À quoi ressemblera le monde après la pandémie? Il est urgent de refaçonner les relations Nord-Sud, déclare Rangarai Machemedze du Zimbabwe. Ce spécialiste des sciences sociales travaille sur la politique mondiale en matière de santé au sein du Réseau Régional pour l’Équité en matière de la Santé en Afrique Orientale et Australe (EQUINET), partenaire de medico, et voit d’un regard critique le pouvoir accordé aux entreprises pharmaceutiques à travers la protection des brevets au sein de l'OMC et de l'OMS. Même si l’offensive des gouvernements d'Afrique du Sud et indien visant à suspendre la protection des brevets au sein de l'OMC est politiquement correcte, dit-il, une exemption ne résout pas le problème fondamental. Ce problème, selon Machemedze, réside dans le fait que le système des brevets place les profits des entreprises au-dessus du droit à la santé à l’échelle mondiale.

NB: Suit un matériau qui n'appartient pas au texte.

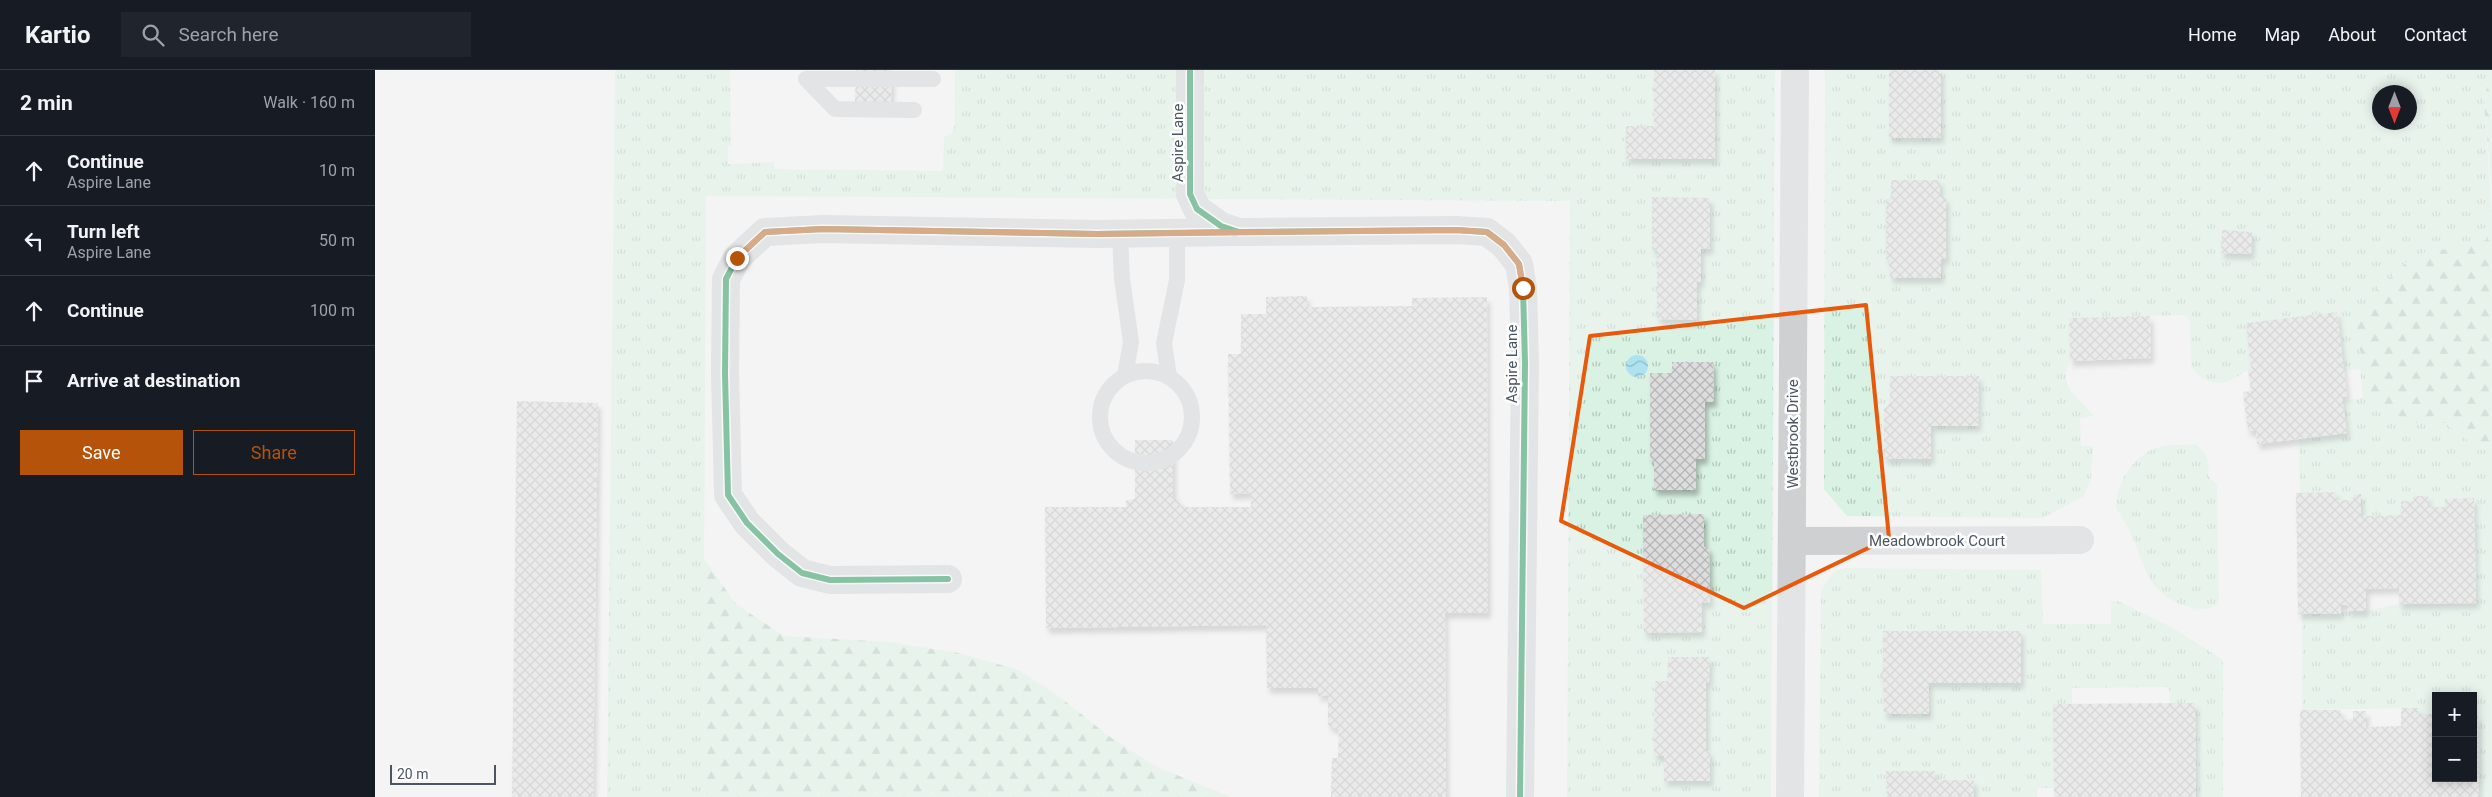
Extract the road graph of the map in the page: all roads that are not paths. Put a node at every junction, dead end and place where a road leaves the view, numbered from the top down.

Outre la question de l'accès aux vaccins, nos interlocuteurs s'inquiètent des tendances de plus en plus autoritaires observées dans leurs pays. Des violations des droits de l'homme sont systématiquement commises sous couvert de la lutte contre la pandémie. Notamment des régimes autoritaires en profitent pour suspendre les droits fondamentaux et à agir de manière plus répressive. Le gouvernement philippin du président Duterte, par exemple, a adopté une nouvelle loi antiterroriste qui a déclenché une chasse mortelle aux membres de l'opposition, comme le rapporte Delen de la Paz. Elle insiste sur le fait que la lutte émancipatrice pour le droit à la santé doit donc toujours être comprise comme une lutte pour une vie autodéterminée au sens large.